**WHAT YOU NEED TO DO:** Every line containing "勝野長井鶴線" should be copied out. Go through the entries and find them.

── RECORDS TO USE ──

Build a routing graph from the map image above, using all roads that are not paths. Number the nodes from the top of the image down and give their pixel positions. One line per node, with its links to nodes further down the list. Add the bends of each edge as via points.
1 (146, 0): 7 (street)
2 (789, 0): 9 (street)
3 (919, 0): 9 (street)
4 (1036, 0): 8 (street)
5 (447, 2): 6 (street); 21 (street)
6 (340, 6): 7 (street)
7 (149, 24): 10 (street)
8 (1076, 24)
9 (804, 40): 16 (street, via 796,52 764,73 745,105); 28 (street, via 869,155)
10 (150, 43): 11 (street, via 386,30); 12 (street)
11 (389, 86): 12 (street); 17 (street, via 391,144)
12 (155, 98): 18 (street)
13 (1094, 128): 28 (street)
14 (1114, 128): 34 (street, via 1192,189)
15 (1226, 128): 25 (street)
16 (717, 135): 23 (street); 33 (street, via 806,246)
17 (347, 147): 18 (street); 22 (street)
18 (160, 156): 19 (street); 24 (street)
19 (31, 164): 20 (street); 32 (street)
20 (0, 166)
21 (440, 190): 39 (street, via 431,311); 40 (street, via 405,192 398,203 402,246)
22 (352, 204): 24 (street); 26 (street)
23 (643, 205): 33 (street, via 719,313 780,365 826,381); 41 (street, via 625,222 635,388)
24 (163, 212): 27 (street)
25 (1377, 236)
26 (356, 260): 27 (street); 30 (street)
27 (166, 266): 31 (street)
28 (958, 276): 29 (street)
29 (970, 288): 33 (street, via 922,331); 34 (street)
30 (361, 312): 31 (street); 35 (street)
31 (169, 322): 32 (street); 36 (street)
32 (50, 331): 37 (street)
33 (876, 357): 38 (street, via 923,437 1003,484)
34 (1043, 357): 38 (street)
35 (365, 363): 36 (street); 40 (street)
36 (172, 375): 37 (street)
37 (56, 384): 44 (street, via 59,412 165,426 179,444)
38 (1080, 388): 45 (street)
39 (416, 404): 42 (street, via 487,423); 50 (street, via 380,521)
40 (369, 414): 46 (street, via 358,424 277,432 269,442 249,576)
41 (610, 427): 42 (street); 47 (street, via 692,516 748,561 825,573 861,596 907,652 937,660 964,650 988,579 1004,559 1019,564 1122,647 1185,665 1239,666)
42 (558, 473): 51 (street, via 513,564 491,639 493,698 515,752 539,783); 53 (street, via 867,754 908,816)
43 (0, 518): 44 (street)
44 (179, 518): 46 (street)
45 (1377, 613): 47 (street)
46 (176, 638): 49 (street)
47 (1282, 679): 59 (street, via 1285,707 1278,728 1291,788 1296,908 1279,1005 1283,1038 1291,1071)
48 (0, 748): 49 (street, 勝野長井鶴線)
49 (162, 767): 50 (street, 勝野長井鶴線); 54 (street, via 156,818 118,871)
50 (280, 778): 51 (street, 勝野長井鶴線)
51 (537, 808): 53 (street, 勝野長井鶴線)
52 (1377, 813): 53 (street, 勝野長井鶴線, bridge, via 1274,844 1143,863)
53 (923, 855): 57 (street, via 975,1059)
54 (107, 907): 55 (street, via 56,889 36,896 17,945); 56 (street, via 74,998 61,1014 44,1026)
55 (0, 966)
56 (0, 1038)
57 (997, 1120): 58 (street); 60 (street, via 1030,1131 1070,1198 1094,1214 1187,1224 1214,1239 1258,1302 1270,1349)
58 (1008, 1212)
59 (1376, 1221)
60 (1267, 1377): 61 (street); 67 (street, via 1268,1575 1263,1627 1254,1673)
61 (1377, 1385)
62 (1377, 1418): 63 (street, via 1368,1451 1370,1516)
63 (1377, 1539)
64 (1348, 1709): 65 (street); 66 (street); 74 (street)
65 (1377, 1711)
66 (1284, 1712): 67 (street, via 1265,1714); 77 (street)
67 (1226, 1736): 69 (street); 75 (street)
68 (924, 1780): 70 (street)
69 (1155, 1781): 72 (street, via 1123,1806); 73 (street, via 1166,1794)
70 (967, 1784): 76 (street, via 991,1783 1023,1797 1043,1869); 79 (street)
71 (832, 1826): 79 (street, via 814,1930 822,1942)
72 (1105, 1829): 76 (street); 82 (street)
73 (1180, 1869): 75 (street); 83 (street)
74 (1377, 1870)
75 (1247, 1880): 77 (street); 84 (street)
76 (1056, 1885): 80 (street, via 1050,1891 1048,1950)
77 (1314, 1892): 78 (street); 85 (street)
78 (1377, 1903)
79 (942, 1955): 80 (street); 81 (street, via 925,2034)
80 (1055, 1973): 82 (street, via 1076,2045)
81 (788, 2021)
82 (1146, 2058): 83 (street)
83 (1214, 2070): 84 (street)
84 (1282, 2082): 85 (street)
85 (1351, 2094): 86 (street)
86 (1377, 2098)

───

**OUTPUT:**
48 (0, 748): 49 (street, 勝野長井鶴線)
49 (162, 767): 50 (street, 勝野長井鶴線); 54 (street, via 156,818 118,871)
50 (280, 778): 51 (street, 勝野長井鶴線)
51 (537, 808): 53 (street, 勝野長井鶴線)
52 (1377, 813): 53 (street, 勝野長井鶴線, bridge, via 1274,844 1143,863)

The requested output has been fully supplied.